▶ Work to complete:
Determine the count of lines in the data below that include the word "成田街道", and give nothing besides it.

-*-*-

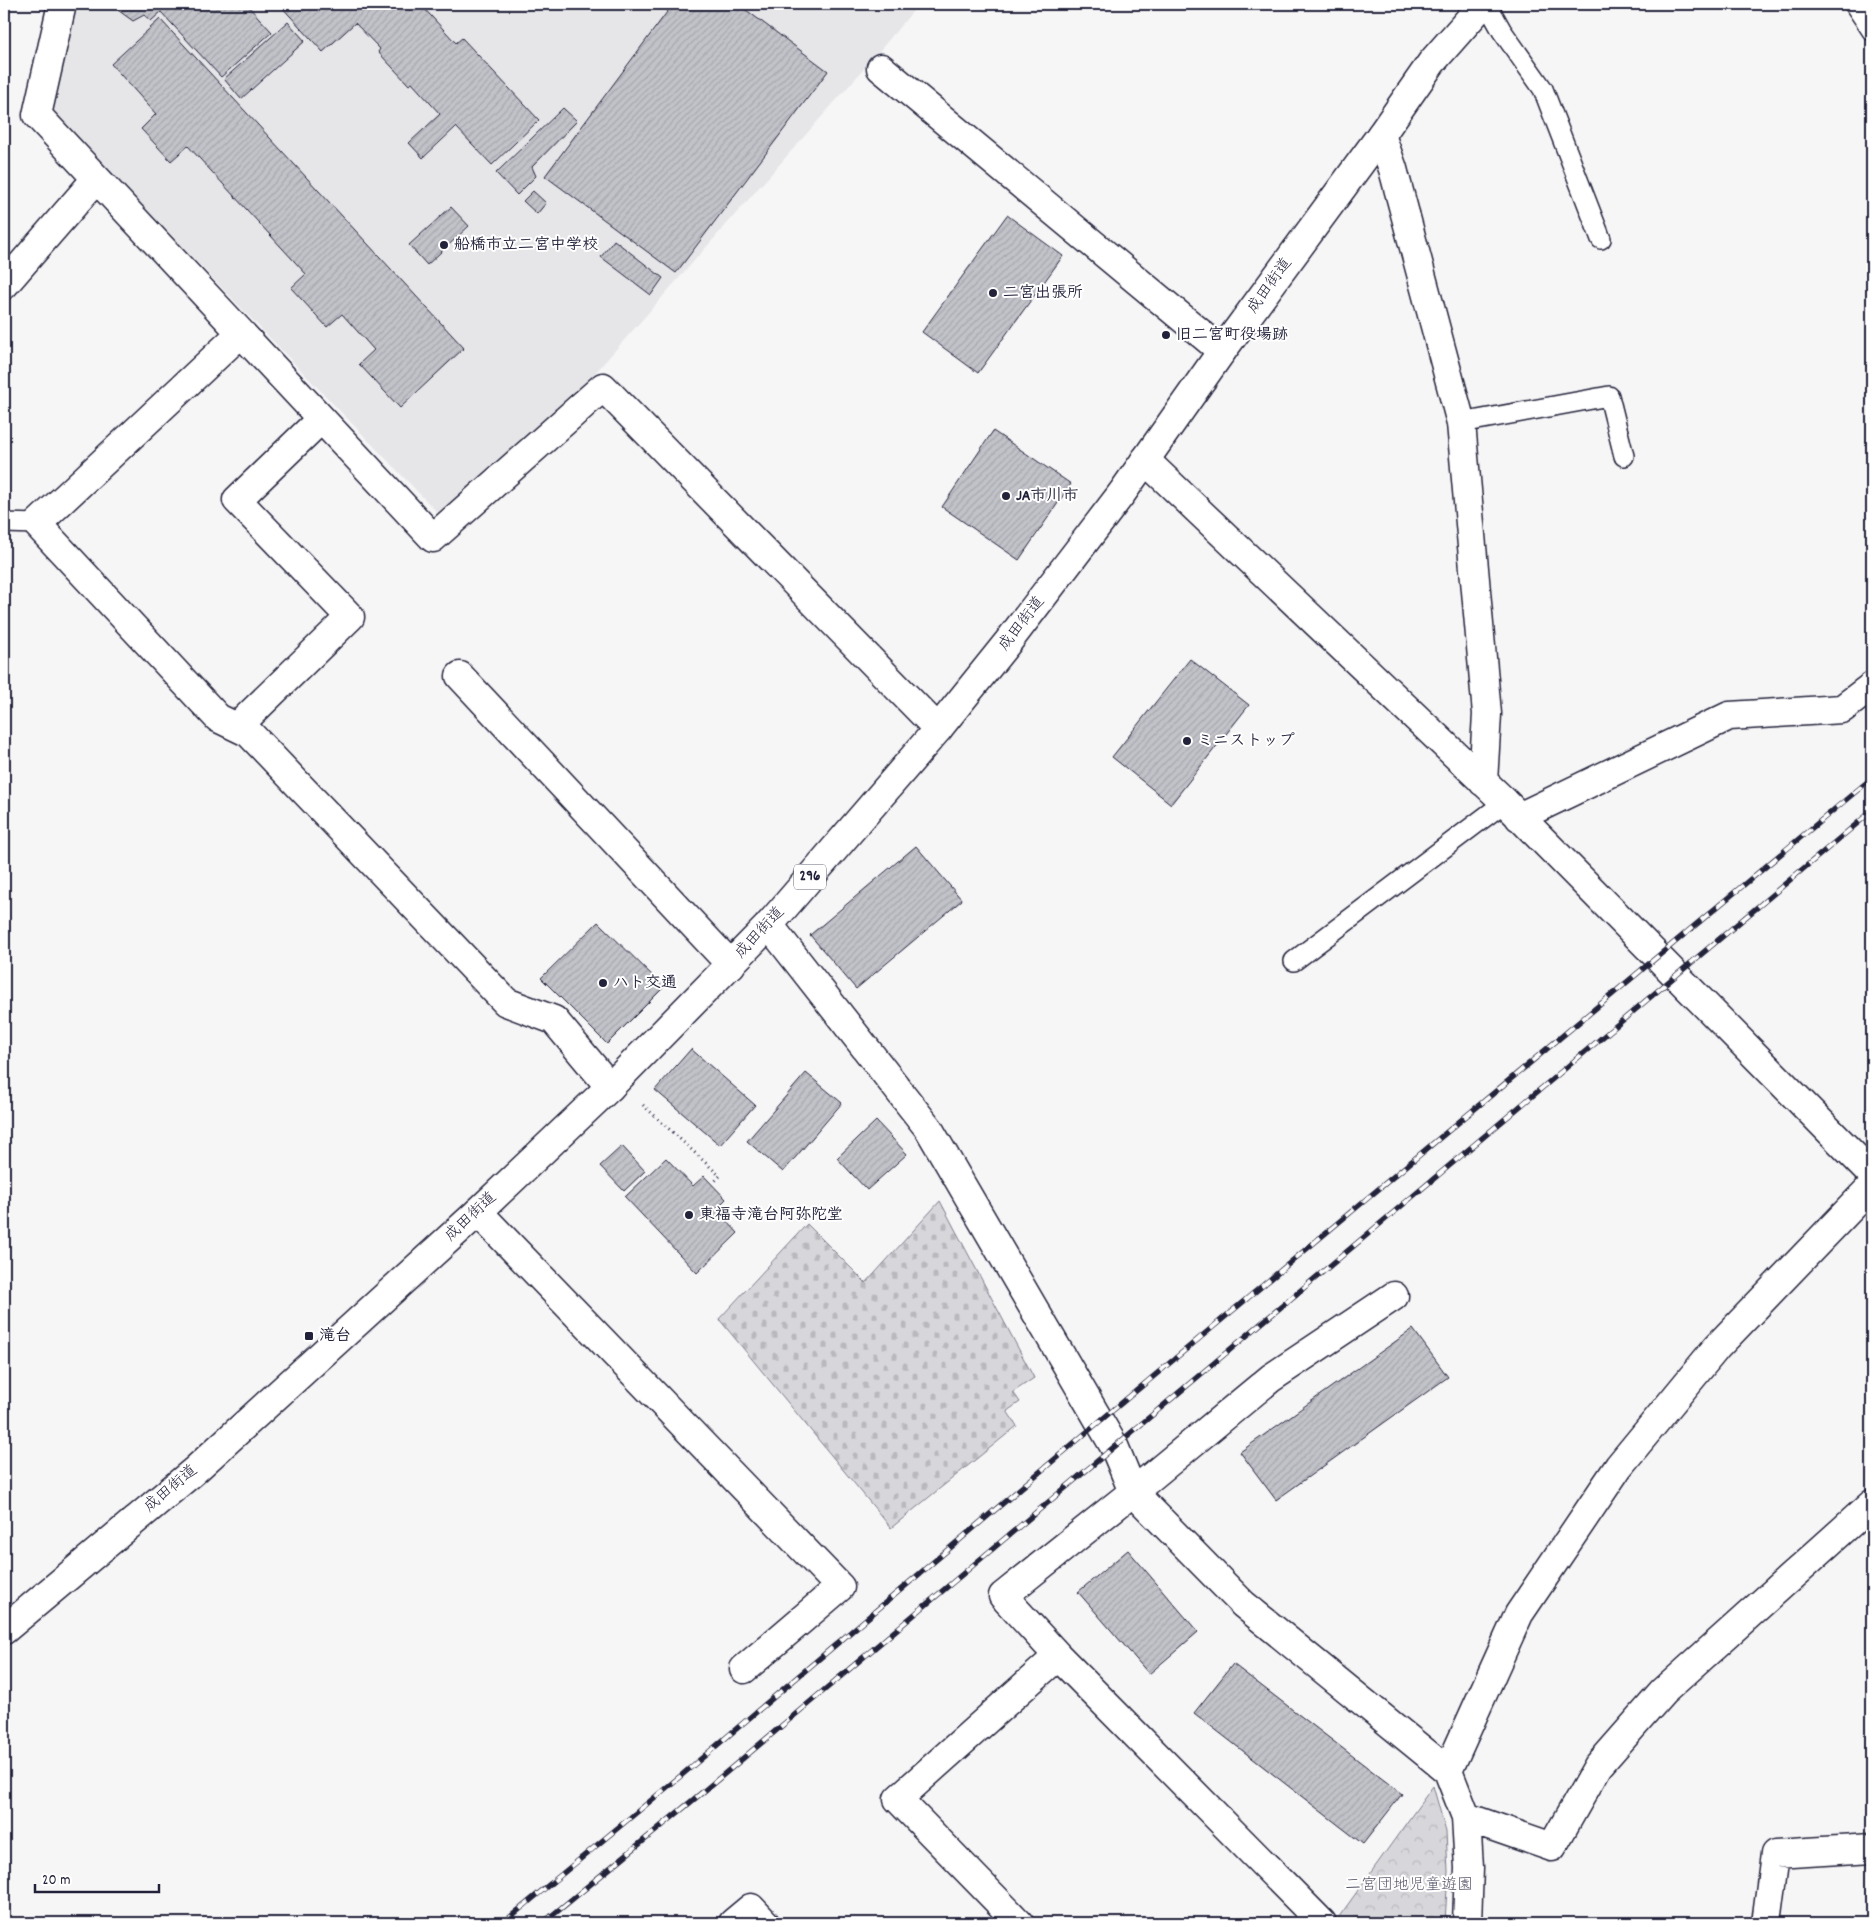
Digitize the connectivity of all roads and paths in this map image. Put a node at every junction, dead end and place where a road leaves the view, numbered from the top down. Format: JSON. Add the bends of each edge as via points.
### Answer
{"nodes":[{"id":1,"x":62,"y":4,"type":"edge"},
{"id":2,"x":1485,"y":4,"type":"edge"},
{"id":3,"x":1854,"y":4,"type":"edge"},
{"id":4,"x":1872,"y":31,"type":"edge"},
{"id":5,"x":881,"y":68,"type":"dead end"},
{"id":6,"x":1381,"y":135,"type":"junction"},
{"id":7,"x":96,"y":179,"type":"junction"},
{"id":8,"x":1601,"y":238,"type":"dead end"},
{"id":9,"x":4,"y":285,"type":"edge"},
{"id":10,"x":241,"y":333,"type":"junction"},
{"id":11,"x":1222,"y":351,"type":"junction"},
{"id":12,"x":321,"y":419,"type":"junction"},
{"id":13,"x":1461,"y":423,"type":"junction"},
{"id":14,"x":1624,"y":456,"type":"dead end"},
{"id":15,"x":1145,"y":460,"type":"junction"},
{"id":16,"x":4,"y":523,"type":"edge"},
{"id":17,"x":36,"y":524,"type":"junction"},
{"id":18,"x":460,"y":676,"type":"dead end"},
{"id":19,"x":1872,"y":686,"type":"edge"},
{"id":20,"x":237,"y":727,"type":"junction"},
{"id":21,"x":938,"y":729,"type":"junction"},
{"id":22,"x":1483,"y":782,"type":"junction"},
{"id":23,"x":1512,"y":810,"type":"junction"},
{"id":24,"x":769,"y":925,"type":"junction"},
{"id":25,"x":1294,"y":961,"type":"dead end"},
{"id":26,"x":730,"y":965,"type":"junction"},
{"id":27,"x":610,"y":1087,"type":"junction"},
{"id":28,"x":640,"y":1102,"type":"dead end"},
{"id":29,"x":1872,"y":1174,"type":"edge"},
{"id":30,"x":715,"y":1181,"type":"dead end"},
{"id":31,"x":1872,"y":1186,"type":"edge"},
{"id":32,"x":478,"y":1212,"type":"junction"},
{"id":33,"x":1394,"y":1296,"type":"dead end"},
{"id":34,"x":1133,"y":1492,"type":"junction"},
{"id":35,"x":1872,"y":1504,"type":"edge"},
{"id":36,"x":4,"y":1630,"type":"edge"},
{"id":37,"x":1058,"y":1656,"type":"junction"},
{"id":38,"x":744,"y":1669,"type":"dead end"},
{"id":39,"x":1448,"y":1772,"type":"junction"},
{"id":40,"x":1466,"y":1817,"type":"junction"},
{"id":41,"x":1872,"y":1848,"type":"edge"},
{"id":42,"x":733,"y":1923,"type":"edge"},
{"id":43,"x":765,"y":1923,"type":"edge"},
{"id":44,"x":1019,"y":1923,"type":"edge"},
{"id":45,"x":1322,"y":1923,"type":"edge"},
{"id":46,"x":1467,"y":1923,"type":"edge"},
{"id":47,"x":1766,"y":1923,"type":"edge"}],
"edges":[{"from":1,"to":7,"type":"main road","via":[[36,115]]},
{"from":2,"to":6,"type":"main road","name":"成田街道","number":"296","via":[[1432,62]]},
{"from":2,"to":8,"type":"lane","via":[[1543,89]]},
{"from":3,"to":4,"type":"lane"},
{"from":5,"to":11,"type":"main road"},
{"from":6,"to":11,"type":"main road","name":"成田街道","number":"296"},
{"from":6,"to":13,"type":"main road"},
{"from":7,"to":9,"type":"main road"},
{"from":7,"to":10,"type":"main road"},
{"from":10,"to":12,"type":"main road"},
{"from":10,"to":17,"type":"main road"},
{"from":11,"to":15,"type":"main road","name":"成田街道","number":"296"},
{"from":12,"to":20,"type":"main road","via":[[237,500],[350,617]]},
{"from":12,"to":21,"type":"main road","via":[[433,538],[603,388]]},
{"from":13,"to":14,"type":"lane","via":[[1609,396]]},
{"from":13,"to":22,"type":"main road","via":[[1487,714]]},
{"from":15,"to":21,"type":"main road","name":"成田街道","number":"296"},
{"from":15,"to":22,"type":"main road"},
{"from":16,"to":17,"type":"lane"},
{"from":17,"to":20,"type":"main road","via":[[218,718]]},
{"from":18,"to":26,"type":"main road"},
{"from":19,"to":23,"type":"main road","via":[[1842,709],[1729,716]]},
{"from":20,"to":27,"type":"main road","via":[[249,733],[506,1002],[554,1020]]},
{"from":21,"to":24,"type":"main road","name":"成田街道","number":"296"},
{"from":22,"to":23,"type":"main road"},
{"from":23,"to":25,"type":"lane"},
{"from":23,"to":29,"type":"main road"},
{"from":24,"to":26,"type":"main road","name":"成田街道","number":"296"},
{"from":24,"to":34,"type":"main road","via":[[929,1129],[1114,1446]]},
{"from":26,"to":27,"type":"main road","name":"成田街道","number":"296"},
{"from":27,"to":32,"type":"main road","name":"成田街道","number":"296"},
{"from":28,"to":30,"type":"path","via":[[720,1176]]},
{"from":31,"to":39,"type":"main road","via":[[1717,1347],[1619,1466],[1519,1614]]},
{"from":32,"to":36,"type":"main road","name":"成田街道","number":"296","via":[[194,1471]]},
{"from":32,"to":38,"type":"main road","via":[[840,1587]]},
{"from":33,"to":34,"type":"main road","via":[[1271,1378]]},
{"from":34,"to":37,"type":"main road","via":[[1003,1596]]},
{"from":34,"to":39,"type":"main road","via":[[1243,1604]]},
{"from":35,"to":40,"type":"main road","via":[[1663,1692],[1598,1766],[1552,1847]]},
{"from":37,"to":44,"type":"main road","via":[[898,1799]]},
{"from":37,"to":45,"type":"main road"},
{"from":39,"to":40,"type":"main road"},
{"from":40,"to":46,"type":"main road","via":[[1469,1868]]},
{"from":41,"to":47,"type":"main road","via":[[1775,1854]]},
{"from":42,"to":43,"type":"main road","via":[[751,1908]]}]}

-*-*-

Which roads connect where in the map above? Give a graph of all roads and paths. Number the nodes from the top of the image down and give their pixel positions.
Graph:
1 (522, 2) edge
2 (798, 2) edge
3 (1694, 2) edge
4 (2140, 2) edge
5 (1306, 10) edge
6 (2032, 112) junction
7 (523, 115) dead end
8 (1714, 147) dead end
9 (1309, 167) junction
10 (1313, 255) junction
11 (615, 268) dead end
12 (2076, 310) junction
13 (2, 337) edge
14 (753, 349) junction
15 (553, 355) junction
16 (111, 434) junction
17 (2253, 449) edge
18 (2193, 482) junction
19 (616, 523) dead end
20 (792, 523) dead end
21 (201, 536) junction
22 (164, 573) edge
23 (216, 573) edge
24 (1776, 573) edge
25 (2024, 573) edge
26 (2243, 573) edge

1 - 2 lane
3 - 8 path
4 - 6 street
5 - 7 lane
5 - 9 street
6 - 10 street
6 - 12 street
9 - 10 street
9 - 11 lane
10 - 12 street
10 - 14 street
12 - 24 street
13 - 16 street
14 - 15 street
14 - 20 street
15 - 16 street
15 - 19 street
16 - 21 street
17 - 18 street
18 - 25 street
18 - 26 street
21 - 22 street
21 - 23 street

-*-*-

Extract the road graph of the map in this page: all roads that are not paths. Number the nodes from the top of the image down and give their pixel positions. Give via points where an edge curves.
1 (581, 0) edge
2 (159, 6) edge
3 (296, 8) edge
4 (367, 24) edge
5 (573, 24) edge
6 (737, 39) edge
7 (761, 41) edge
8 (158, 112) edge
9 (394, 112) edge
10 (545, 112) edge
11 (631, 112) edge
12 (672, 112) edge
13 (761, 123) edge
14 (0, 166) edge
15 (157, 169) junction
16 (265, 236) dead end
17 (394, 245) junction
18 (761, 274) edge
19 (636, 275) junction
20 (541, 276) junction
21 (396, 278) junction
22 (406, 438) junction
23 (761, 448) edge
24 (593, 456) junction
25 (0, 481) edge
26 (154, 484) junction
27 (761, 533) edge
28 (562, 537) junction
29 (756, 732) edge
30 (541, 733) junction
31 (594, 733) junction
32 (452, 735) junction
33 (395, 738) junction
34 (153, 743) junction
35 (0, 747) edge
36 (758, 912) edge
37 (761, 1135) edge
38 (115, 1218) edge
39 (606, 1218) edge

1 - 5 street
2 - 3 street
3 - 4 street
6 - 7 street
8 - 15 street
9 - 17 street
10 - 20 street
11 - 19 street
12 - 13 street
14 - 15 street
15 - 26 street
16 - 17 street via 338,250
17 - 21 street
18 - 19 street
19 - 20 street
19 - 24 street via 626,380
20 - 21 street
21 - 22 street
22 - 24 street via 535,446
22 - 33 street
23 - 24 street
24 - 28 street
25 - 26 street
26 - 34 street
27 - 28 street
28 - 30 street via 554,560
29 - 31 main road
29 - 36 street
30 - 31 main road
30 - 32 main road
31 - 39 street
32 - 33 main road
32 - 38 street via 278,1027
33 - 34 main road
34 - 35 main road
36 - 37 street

-*-*-

▶ Solution below:
9